--- RECORDS SHOWN ---
______

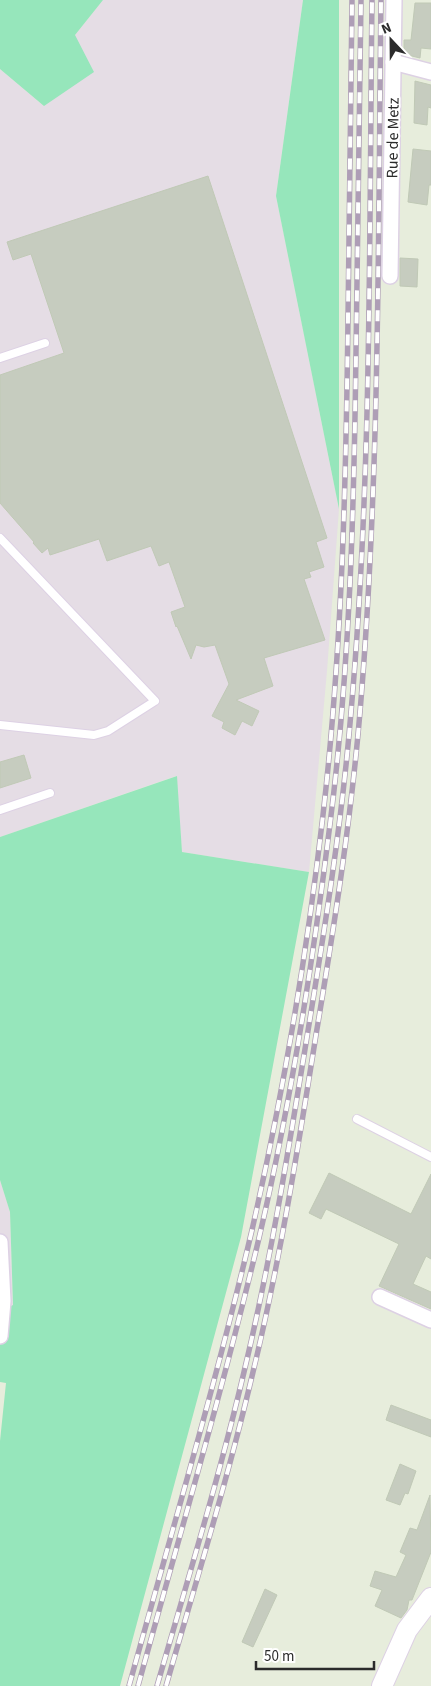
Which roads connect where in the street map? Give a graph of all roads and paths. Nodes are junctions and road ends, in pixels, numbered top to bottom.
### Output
1 (394, 0) edge
2 (393, 62) junction
3 (431, 72) edge
4 (390, 276) dead end
5 (45, 344) dead end
6 (0, 358) edge
7 (0, 538) edge
8 (0, 724) edge
9 (50, 792) dead end
10 (0, 810) edge
11 (357, 1119) dead end
12 (431, 1157) edge
13 (0, 1242) edge
14 (380, 1297) dead end
15 (431, 1320) edge
16 (0, 1336) edge
17 (428, 1607) edge
18 (382, 1686) edge

1 - 2 street, Rue de Metz
2 - 3 street
2 - 4 street, Rue de Metz
5 - 6 lane
7 - 8 lane
9 - 10 lane
11 - 12 lane
13 - 16 street
14 - 15 street
17 - 18 street

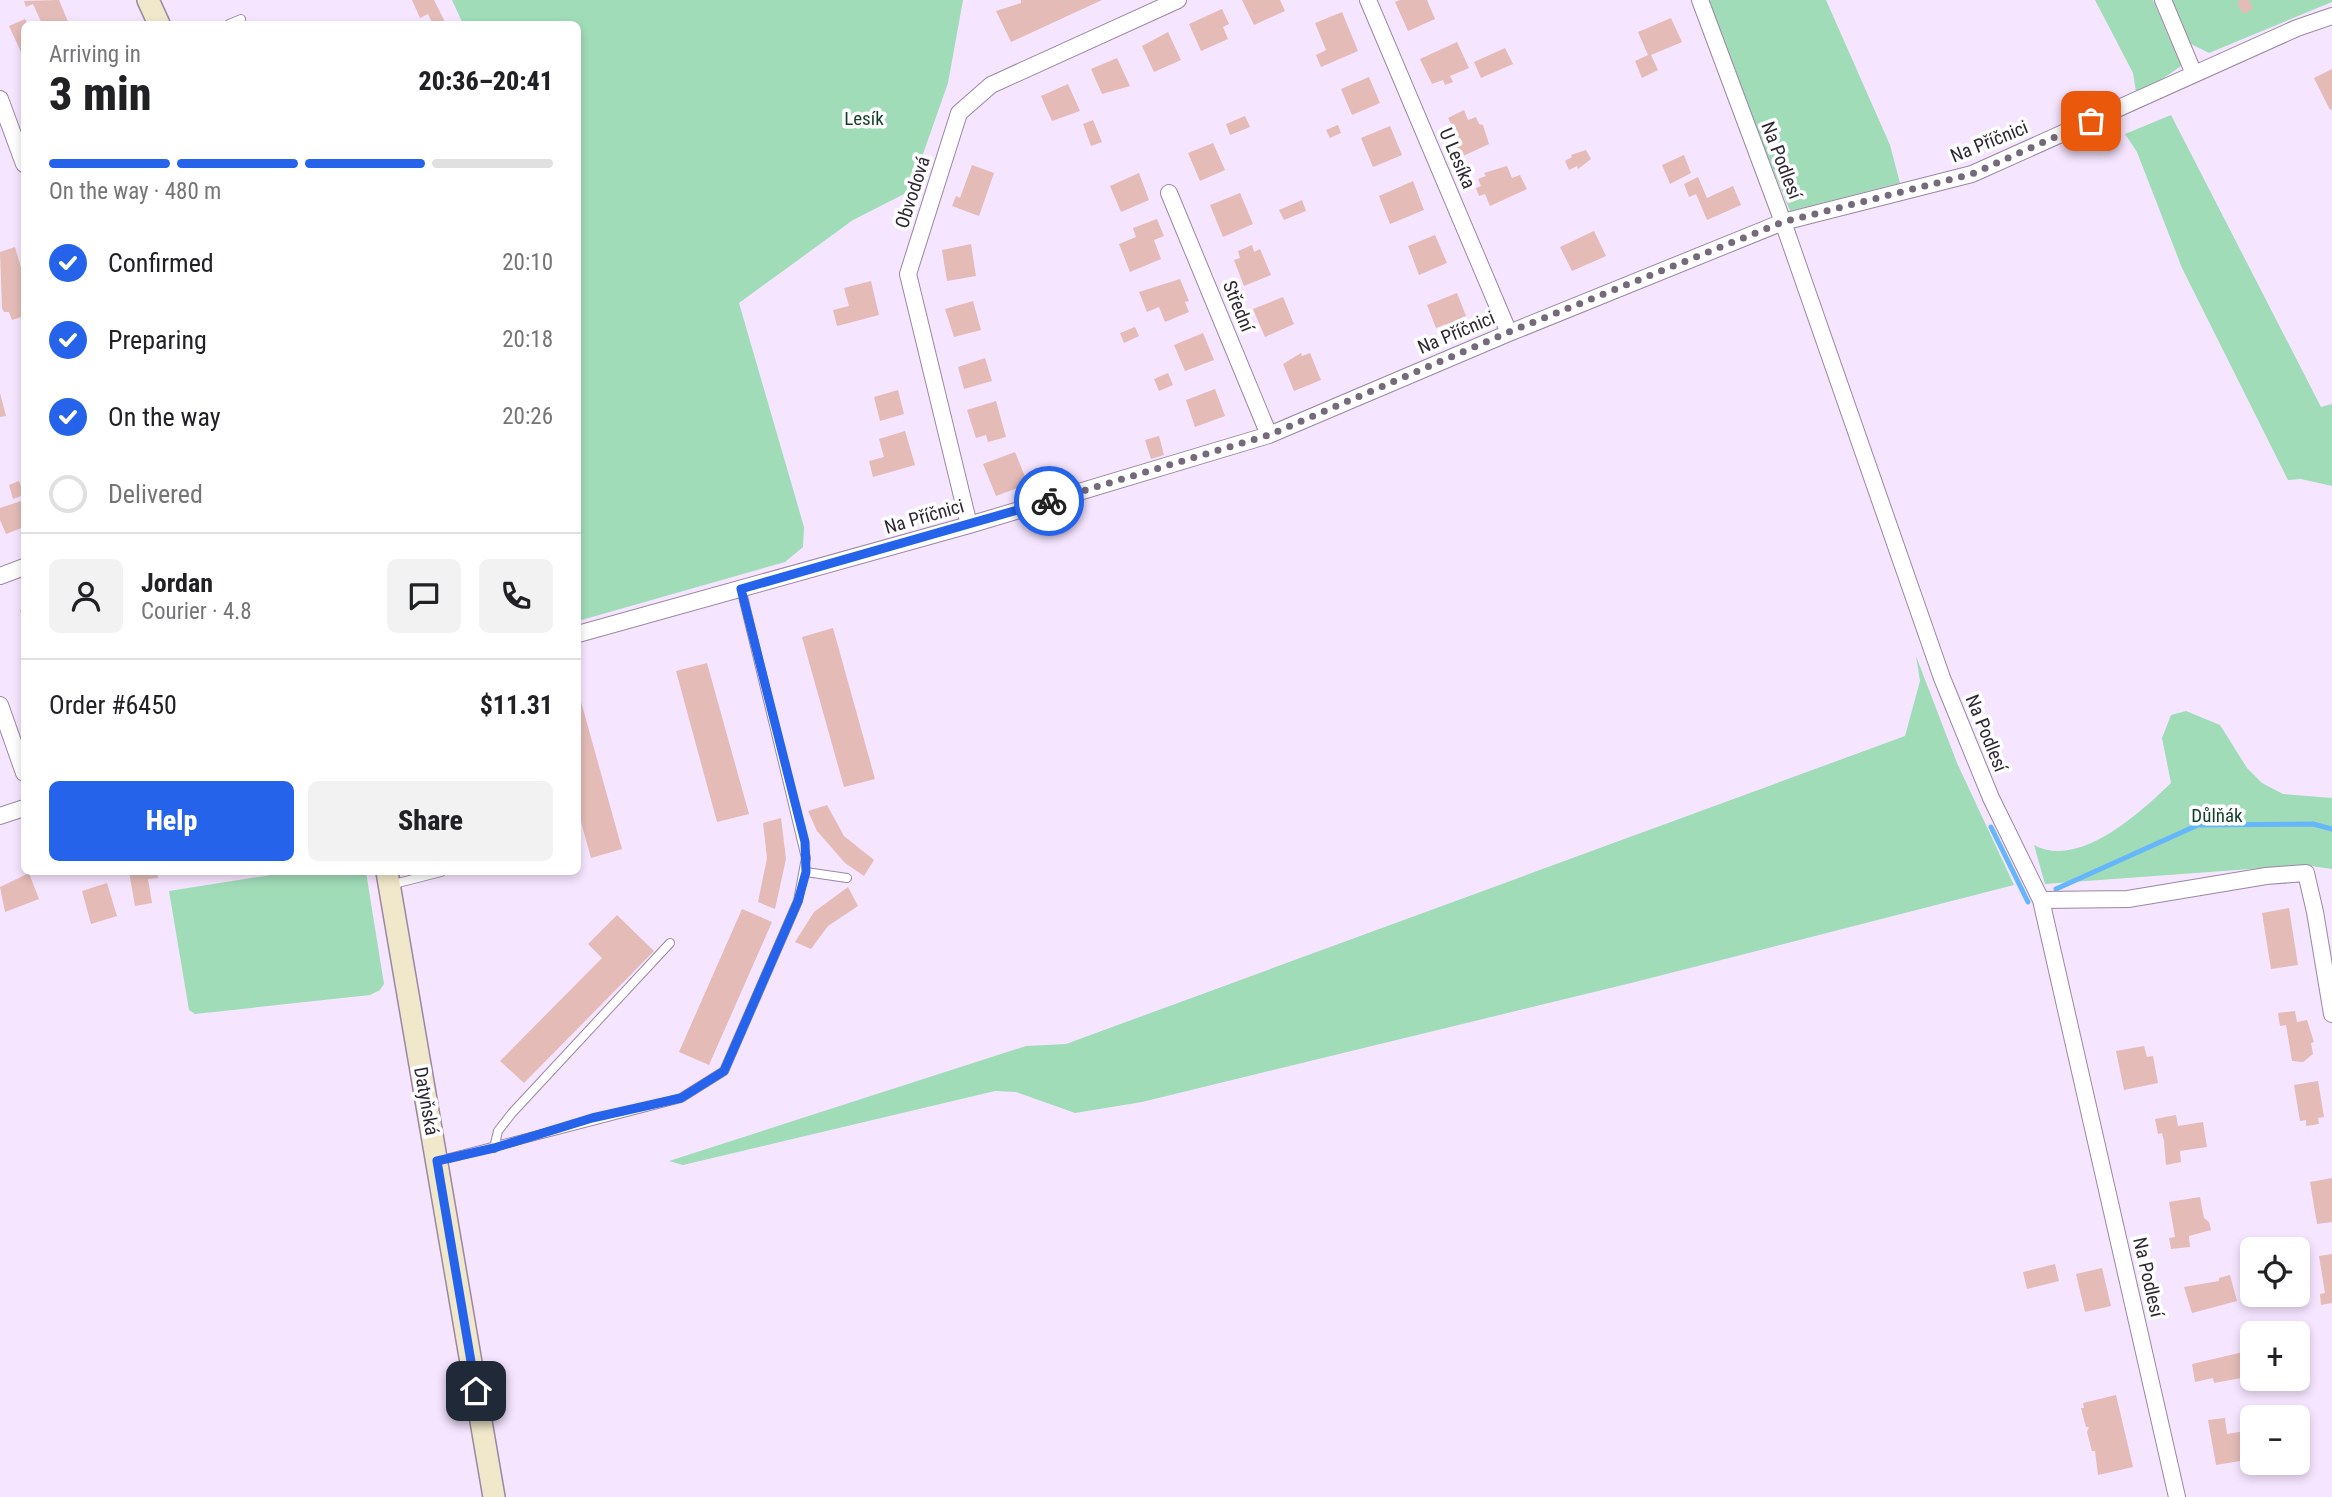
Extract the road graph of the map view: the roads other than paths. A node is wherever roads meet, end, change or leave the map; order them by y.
1 (148, 0) edge
2 (1178, 0) edge
3 (1368, 0) edge
4 (1700, 0) edge
5 (2163, 0) edge
6 (2332, 16) edge
7 (240, 19) dead end
8 (158, 21) edge
9 (236, 21) edge
10 (2194, 74) junction
11 (0, 99) edge
12 (21, 156) edge
13 (1169, 193) dead end
14 (1783, 222) junction
15 (1509, 332) junction
16 (1269, 435) junction
17 (969, 525) junction
18 (21, 567) edge
19 (0, 576) edge
20 (741, 589) junction
21 (581, 633) edge
22 (0, 705) edge
23 (21, 764) edge
24 (21, 809) edge
25 (0, 816) edge
26 (806, 872) junction
27 (414, 875) edge
28 (388, 878) edge
29 (848, 878) dead end
30 (2041, 900) junction
31 (670, 943) dead end
32 (2332, 1014) edge
33 (494, 1148) junction
34 (437, 1161) junction
35 (494, 1497) edge
36 (2178, 1497) edge

1 - 8 main road
2 - 17 street, Obvodová
3 - 15 street, U Lesíka
4 - 14 street, Na Podlesí
5 - 10 street
6 - 10 street, Na Příčnici
7 - 9 lane
10 - 14 street, Na Příčnici
11 - 12 street
13 - 16 street, Střední
14 - 15 street, Na Příčnici
14 - 30 street, Na Podlesí
15 - 16 street, Na Příčnici
16 - 17 street, Na Příčnici
17 - 20 street, Na Příčnici
18 - 19 street
20 - 21 street, Na Příčnici
20 - 26 lane
22 - 23 street
24 - 25 street
26 - 29 lane
26 - 33 lane
27 - 28 lane
28 - 34 main road, Datyňská
30 - 32 street
30 - 36 street, Na Podlesí
31 - 33 lane
33 - 34 lane
34 - 35 main road, Datyňská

______

--- WHAT IS EXPECTED ---
The entries above must be restated exactly in the answer, and the pictures left out.

--- ANSWER ---
Which roads connect where in the street map? Give a graph of all roads and paths. Nodes are junctions and road ends, in pixels, numbered top to bottom.
### Output
1 (394, 0) edge
2 (393, 62) junction
3 (431, 72) edge
4 (390, 276) dead end
5 (45, 344) dead end
6 (0, 358) edge
7 (0, 538) edge
8 (0, 724) edge
9 (50, 792) dead end
10 (0, 810) edge
11 (357, 1119) dead end
12 (431, 1157) edge
13 (0, 1242) edge
14 (380, 1297) dead end
15 (431, 1320) edge
16 (0, 1336) edge
17 (428, 1607) edge
18 (382, 1686) edge

1 - 2 street, Rue de Metz
2 - 3 street
2 - 4 street, Rue de Metz
5 - 6 lane
7 - 8 lane
9 - 10 lane
11 - 12 lane
13 - 16 street
14 - 15 street
17 - 18 street

Extract the road graph of the map view: the roads other than paths. A node is wherever roads meet, end, change or leave the map; order them by y.
1 (148, 0) edge
2 (1178, 0) edge
3 (1368, 0) edge
4 (1700, 0) edge
5 (2163, 0) edge
6 (2332, 16) edge
7 (240, 19) dead end
8 (158, 21) edge
9 (236, 21) edge
10 (2194, 74) junction
11 (0, 99) edge
12 (21, 156) edge
13 (1169, 193) dead end
14 (1783, 222) junction
15 (1509, 332) junction
16 (1269, 435) junction
17 (969, 525) junction
18 (21, 567) edge
19 (0, 576) edge
20 (741, 589) junction
21 (581, 633) edge
22 (0, 705) edge
23 (21, 764) edge
24 (21, 809) edge
25 (0, 816) edge
26 (806, 872) junction
27 (414, 875) edge
28 (388, 878) edge
29 (848, 878) dead end
30 (2041, 900) junction
31 (670, 943) dead end
32 (2332, 1014) edge
33 (494, 1148) junction
34 (437, 1161) junction
35 (494, 1497) edge
36 (2178, 1497) edge

1 - 8 main road
2 - 17 street, Obvodová
3 - 15 street, U Lesíka
4 - 14 street, Na Podlesí
5 - 10 street
6 - 10 street, Na Příčnici
7 - 9 lane
10 - 14 street, Na Příčnici
11 - 12 street
13 - 16 street, Střední
14 - 15 street, Na Příčnici
14 - 30 street, Na Podlesí
15 - 16 street, Na Příčnici
16 - 17 street, Na Příčnici
17 - 20 street, Na Příčnici
18 - 19 street
20 - 21 street, Na Příčnici
20 - 26 lane
22 - 23 street
24 - 25 street
26 - 29 lane
26 - 33 lane
27 - 28 lane
28 - 34 main road, Datyňská
30 - 32 street
30 - 36 street, Na Podlesí
31 - 33 lane
33 - 34 lane
34 - 35 main road, Datyňská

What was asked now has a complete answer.